Day 20: When Do You Give Up?

I’ve been having a tough time keeping up with my one submission per day and, quite frankly, not doing this perfectly makes me want to give up. It’s an easy excuse—this giving up because I’m not doing it “perfectly”—and one that I think I shall I ignore as though it’s a cranky little kid who needs to get her ass into bed for nap time.

To be fair, my freelance writing and editing business has been thriving lately, and I’ve been up to my eyeballs in work. Apparently clients keep thinking I’m more than capable at taking on multiple and/or new tasks, and I keep forgetting to say no. I’ve been blessed to be able to learn new skills on their dime and clock (like using Screenflow to edit audio interviews which I also turn into compelling written versions for the blog). Good thing I don't have to show up at an office. I think my constant tears and fetal position under the desk would be disconcerting for my office mates.
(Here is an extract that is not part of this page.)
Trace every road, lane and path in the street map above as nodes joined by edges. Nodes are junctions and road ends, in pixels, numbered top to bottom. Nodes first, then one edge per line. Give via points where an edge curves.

Anyway, it makes sense, of course, that I put my paid work ahead of my unpaid work. But lest I forget just how essential my creative writing is to my soul, a looming mental breakdown hovers on the horizon, just waiting for me to give up on this 30 submissions in 30 days challenge. Over the years several people have asked me when I was going to give up on trying to publish my fiction (or give up on my "little hobby"). I always tell them: when I die. Because the irony is, if I give up on my dream, I will die anyway. Not physically, perhaps, but certainly my spirit will. If you think I’m being dramatic, you clearly don’t know what it is to be an artist. Or a human being.
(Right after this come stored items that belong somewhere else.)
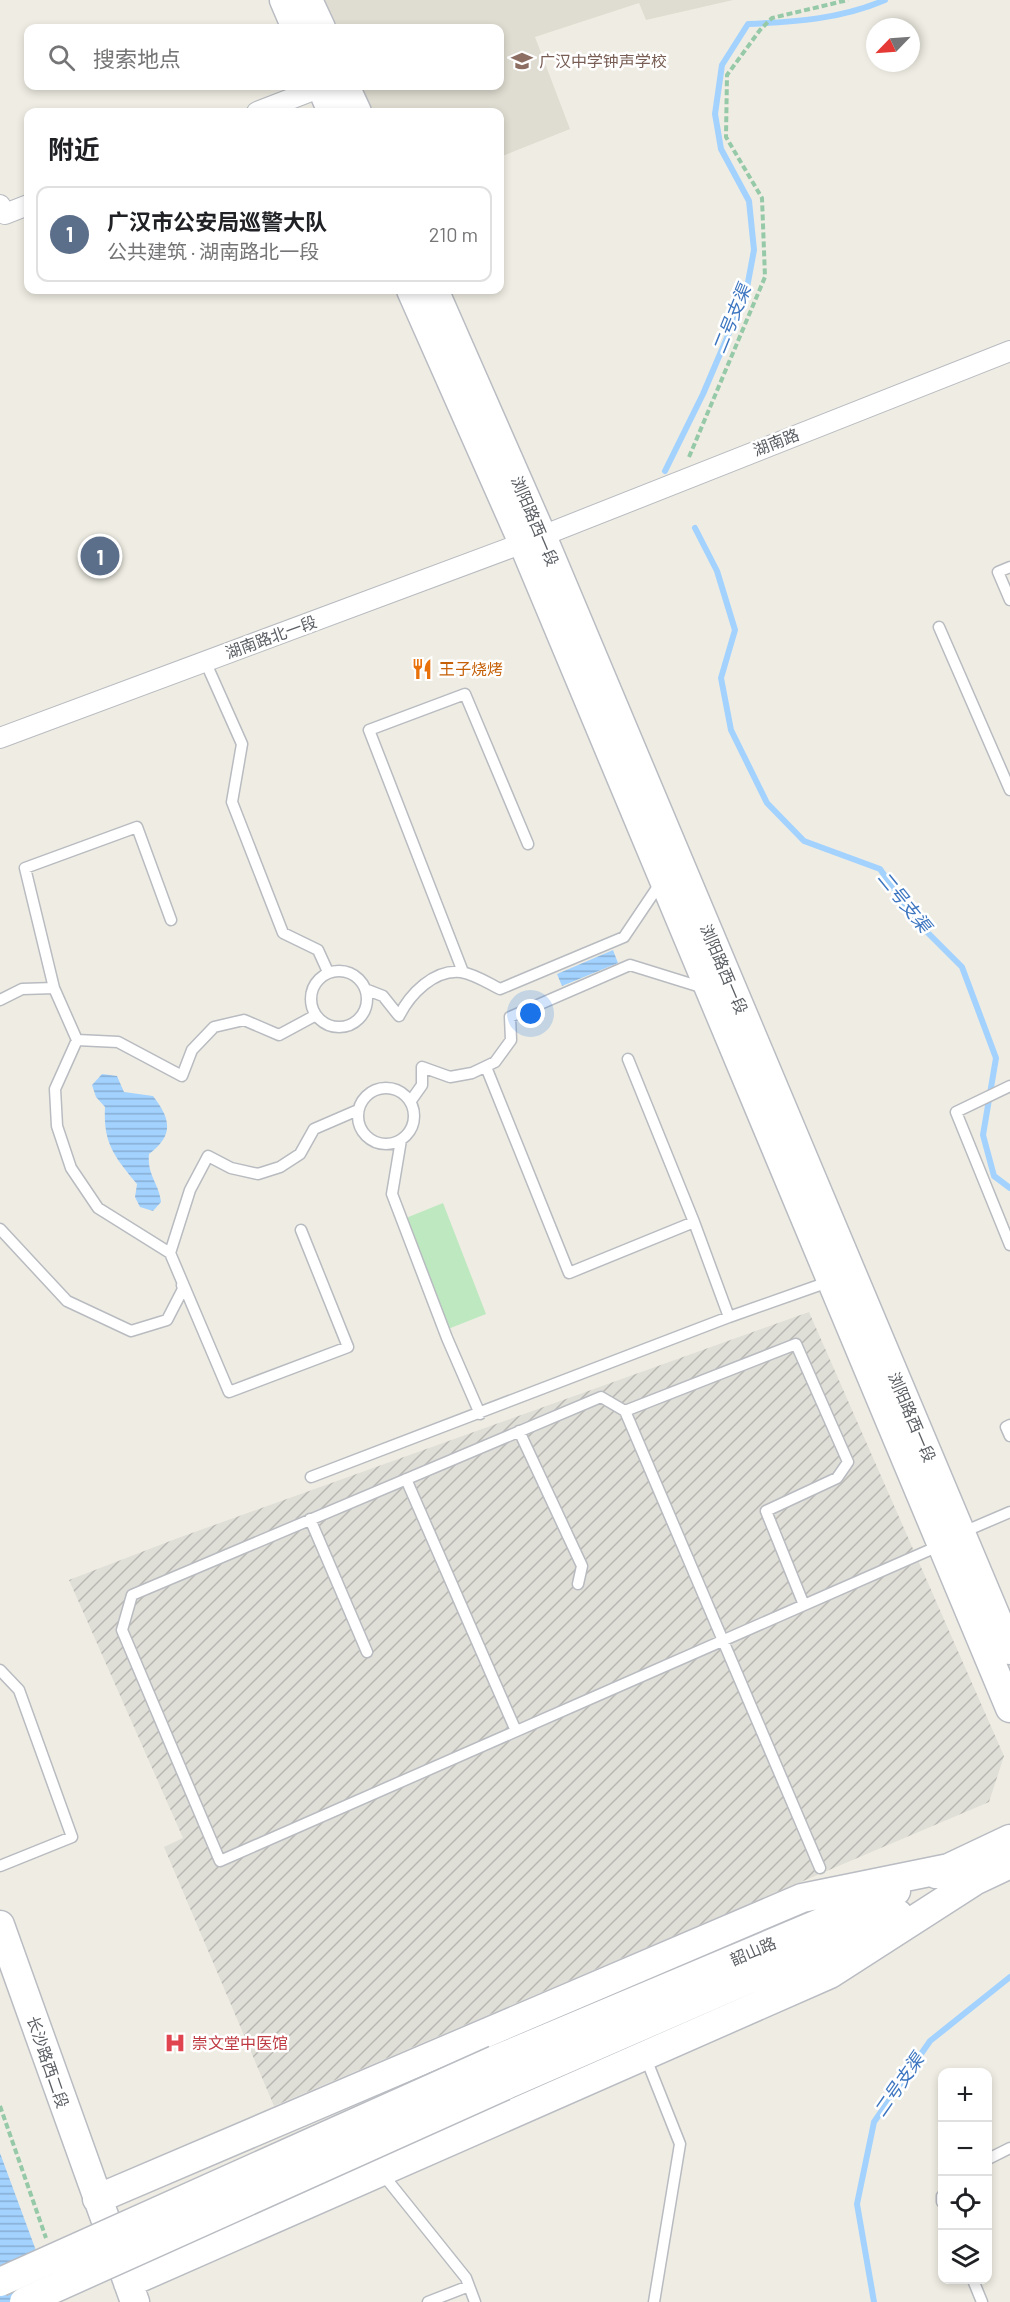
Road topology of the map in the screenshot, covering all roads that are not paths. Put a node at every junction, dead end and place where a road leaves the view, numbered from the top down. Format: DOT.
graph roads {
  1 [pos="284,0"];
  2 [pos="308,0"];
  3 [pos="294,24"];
  4 [pos="319,24"];
  5 [pos="317,90"];
  6 [pos="329,90"];
  7 [pos="332,90"];
  8 [pos="268,108"];
  9 [pos="331,108"];
  10 [pos="353,108"];
  11 [pos="24,206"];
  12 [pos="2,212"];
  13 [pos="413,294"];
  14 [pos="436,294"];
  15 [pos="1010,351"];
  16 [pos="532,539"];
  17 [pos="1010,567"];
  18 [pos="1010,600"];
  19 [pos="939,627"];
  20 [pos="205,661"];
  21 [pos="0,738"];
  22 [pos="1010,790"];
  23 [pos="528,844"];
  24 [pos="663,879"];
  25 [pos="171,920"];
  26 [pos="328,972"];
  27 [pos="463,972"];
  28 [pos="54,988"];
  29 [pos="365,989"];
  30 [pos="709,989"];
  31 [pos="0,1000"];
  32 [pos="316,1016"];
  33 [pos="77,1040"];
  34 [pos="628,1059"];
  35 [pos="486,1067"];
  36 [pos="1010,1086"];
  37 [pos="410,1102"];
  38 [pos="358,1110"];
  39 [pos="401,1140"];
  40 [pos="694,1222"];
  41 [pos="0,1228"];
  42 [pos="302,1230"];
  43 [pos="1010,1245"];
  44 [pos="170,1253"];
  45 [pos="831,1281"];
  46 [pos="183,1289"];
  47 [pos="729,1317"];
  48 [pos="625,1411"];
  49 [pos="480,1414"];
  50 [pos="1010,1425"];
  51 [pos="519,1431"];
  52 [pos="1010,1436"];
  53 [pos="311,1477"];
  54 [pos="406,1479"];
  55 [pos="1010,1512"];
  56 [pos="310,1519"];
  57 [pos="951,1539"];
  58 [pos="578,1584"];
  59 [pos="804,1605"];
  60 [pos="724,1640"];
  61 [pos="1010,1650"];
  62 [pos="367,1652"];
  63 [pos="0,1670"];
  64 [pos="1010,1708"];
  65 [pos="516,1731"];
  66 [pos="1010,1839"];
  67 [pos="1010,1864"];
  68 [pos="0,1866"];
  69 [pos="820,1868"];
  70 [pos="963,1874"];
  71 [pos="0,1925"];
  72 [pos="645,2056"];
  73 [pos="500,2073"];
  74 [pos="1010,2148"];
  75 [pos="992,2157"];
  76 [pos="381,2172"];
  77 [pos="97,2199"];
  78 [pos="0,2282"];
  79 [pos="975,2284"];
  80 [pos="469,2286"];
  81 [pos="131,2292"];
  82 [pos="24,2302"];
  83 [pos="428,2302"];
  84 [pos="474,2302"];
  85 [pos="654,2302"];
  86 [pos="982,2302"];
  1 -- 3 [label="street"];
  2 -- 4 [label="street"];
  5 -- 8 [label="street"];
  6 -- 9 [label="street"];
  7 -- 10 [label="street"];
  11 -- 12 [label="street"];
  13 -- 16 [label="street"];
  14 -- 16 [label="street, 浏阳路西一段"];
  15 -- 16 [label="street, 湖南路"];
  16 -- 20 [label="street, 湖南路北一段"];
  16 -- 24 [label="street"];
  16 -- 57 [label="street, 浏阳路西一段"];
  17 -- 18 [label="lane"];
  19 -- 22 [label="lane"];
  20 -- 21 [label="street, 湖南路北一段"];
  20 -- 26 [label="lane"];
  23 -- 27 [label="lane"];
  24 -- 27 [label="lane"];
  24 -- 30 [label="street"];
  25 -- 28 [label="lane"];
  26 -- 29 [label="lane"];
  26 -- 32 [label="lane"];
  27 -- 29 [label="lane"];
  28 -- 31 [label="lane"];
  28 -- 33 [label="lane"];
  29 -- 32 [label="lane"];
  30 -- 35 [label="lane"];
  30 -- 45 [label="street"];
  32 -- 33 [label="lane"];
  33 -- 44 [label="lane"];
  34 -- 40 [label="lane"];
  35 -- 37 [label="lane"];
  35 -- 40 [label="lane"];
  36 -- 43 [label="lane"];
  37 -- 38 [label="lane"];
  37 -- 39 [label="lane"];
  38 -- 39 [label="lane"];
  38 -- 44 [label="lane"];
  39 -- 49 [label="lane"];
  40 -- 47 [label="lane"];
  41 -- 46 [label="lane"];
  42 -- 46 [label="lane"];
  44 -- 46 [label="lane"];
  45 -- 47 [label="lane"];
  45 -- 57 [label="street"];
  47 -- 49 [label="lane"];
  48 -- 51 [label="lane"];
  48 -- 59 [label="lane"];
  48 -- 60 [label="lane"];
  49 -- 53 [label="lane"];
  50 -- 52 [label="lane"];
  51 -- 54 [label="lane"];
  51 -- 58 [label="lane"];
  54 -- 56 [label="lane"];
  54 -- 65 [label="lane"];
  55 -- 57 [label="lane"];
  56 -- 62 [label="lane"];
  56 -- 65 [label="lane"];
  57 -- 59 [label="lane"];
  57 -- 61 [label="street, 浏阳路西一段"];
  57 -- 64 [label="street"];
  59 -- 60 [label="lane"];
  60 -- 65 [label="lane"];
  60 -- 69 [label="lane"];
  63 -- 68 [label="lane"];
  66 -- 70 [label="street, 韶山路"];
  67 -- 70 [label="street, 韶山路"];
  70 -- 72 [label="street"];
  70 -- 73 [label="street, 韶山路"];
  70 -- 77 [label="street"];
  71 -- 77 [label="street, 长沙路西二段"];
  72 -- 76 [label="street"];
  72 -- 85 [label="lane"];
  73 -- 78 [label="street, bridge"];
  73 -- 82 [label="street, bridge"];
  74 -- 75 [label="lane"];
  76 -- 80 [label="lane"];
  76 -- 81 [label="street"];
  77 -- 81 [label="street, 长沙路西二段"];
  79 -- 86 [label="lane"];
  80 -- 83 [label="lane"];
  80 -- 84 [label="lane"];
}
I’ve sacrificed sleep, exercise or social outings on a few occasions this last week, but I’m almost caught up on my submissions. For those of you keeping score or with nothing else to do up there in minimum security, here is a quick list of my most recent ones:  

Day 14 I sent a short story called My Private Sanctuary—about a woman who learns that she is dying on the same day that her husband requests a divorce and it is only then that she is finally able to open up to him—to literary magazine AGNI Online.
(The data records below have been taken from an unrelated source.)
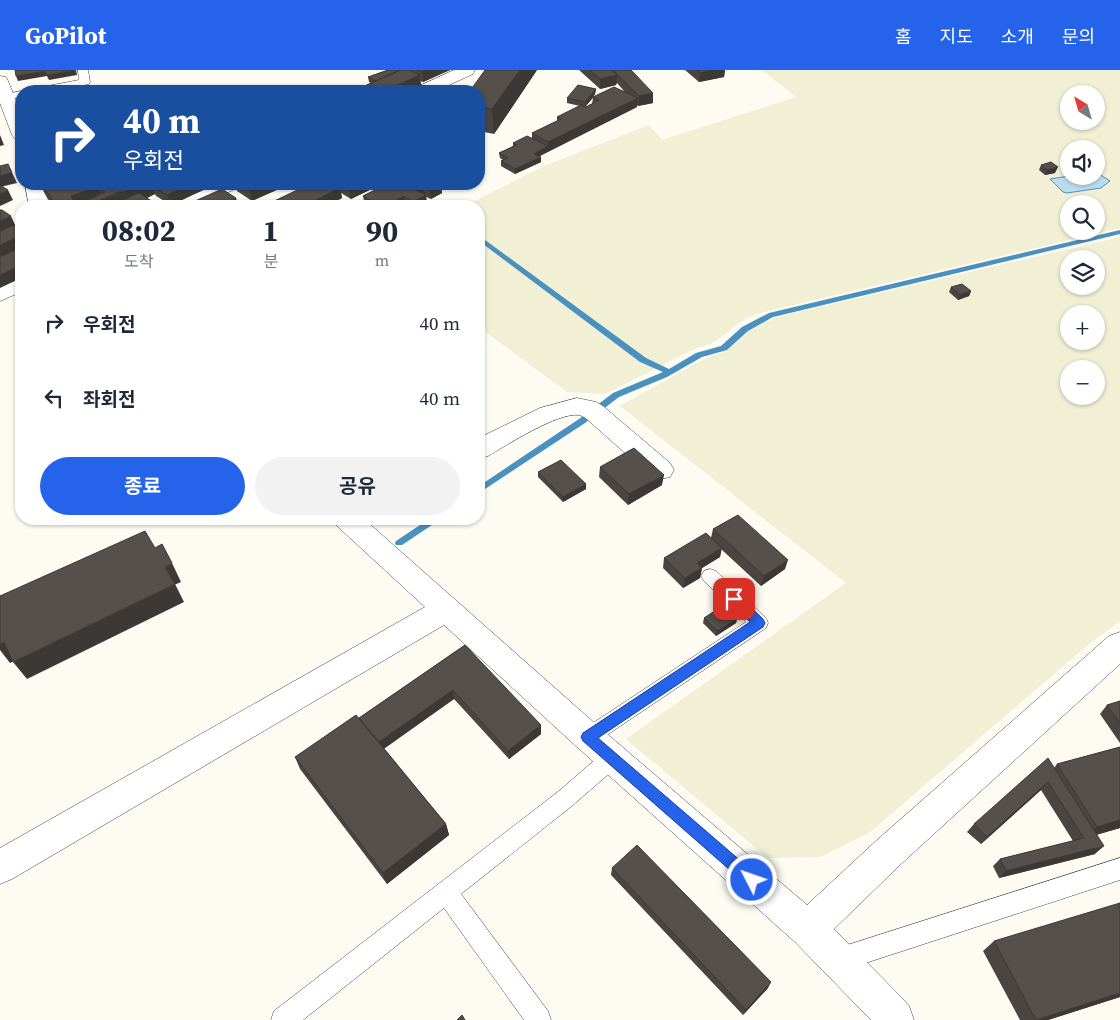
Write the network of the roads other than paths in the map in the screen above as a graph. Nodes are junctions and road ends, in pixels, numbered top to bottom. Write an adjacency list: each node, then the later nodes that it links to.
1 (82, 70): 3 (lane)
2 (468, 70): 4 (street)
3 (75, 85)
4 (436, 85)
5 (9, 91): 6 (street)
6 (15, 113)
7 (217, 190): 8 (street)
8 (197, 200)
9 (15, 286): 10 (street)
10 (0, 294)
11 (485, 446): 12 (street)
12 (661, 470)
13 (362, 525): 15 (street)
14 (710, 576): 17 (lane)
15 (447, 609): 17 (street); 19 (street)
16 (1120, 645): 22 (street)
17 (588, 737): 18 (street)
18 (612, 758): 21 (lane); 22 (street)
19 (0, 867)
20 (1120, 869): 23 (lane)
21 (446, 892): 24 (lane); 25 (lane)
22 (808, 929): 23 (street)
23 (838, 960): 26 (street)
24 (283, 1020)
25 (539, 1020)
26 (895, 1020)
Day 15 I sent two short stories—Like Someone In Love (flash fiction about a woman who tries to find dirt on the guy she couldn’t care less about to prove that her decision not to fall in love with him is sound) and Misconceptions (about three separate guys’ wildly differing perceptions of the same woman at a bar)—to literary magazine The Apple Valley Review

Day 16-19 I climbed into bed and slept for a week. Ok, that's not true, but I sure as hell fantasized about it. It’s surprisingly (or maybe not) tiring to submit something every day. A part of me just wants to quit because it would be easier, but another part of me is saying, “Easier than what?”

Which is a long way of saying: I didn’t submit anything on these four days. Mothercrapper.

Day 20 I was on fire! Sent my short story Yoga In Yakima to Blue Moon Literary Magazine and my story Therapeutic Madness to Crab Creek Review (and no, that's not a magazine about 5-legged crustaceans).

Yoga in Yakima is about a woman who finally realizes that no amount of casual sex, inebriation or tarot readings can fill the emptiness in her life on the road trip back to her hometown to blame her dysfunctional parents for her lack of success. (Which, by the way, I turned into a novel because I had much more than 4,500 words to say about this!)

Therapeutic Madness is about a woman who quietly slides into a spiritual meltdown, which I illustrate with ever-changing grammatical perspectives (i.e. first person, second person, third person).

By the way, I'm including a one-sentence summary of each story or novel to practice succinctly summing up these things—one of the hardest things to do for a writer. Or so I’m told.

And last, but not least, I submitted my novel The 6-Month Solution, about a woman who is court-ordered to not date for six months, to two different literary agents: Helen Breitwieser at Cornerstone Literary Agency and Sharon Pelletier at Dystel & Goderick Literary Management.

Time for a glass of port and bed. Not necessarily in that order.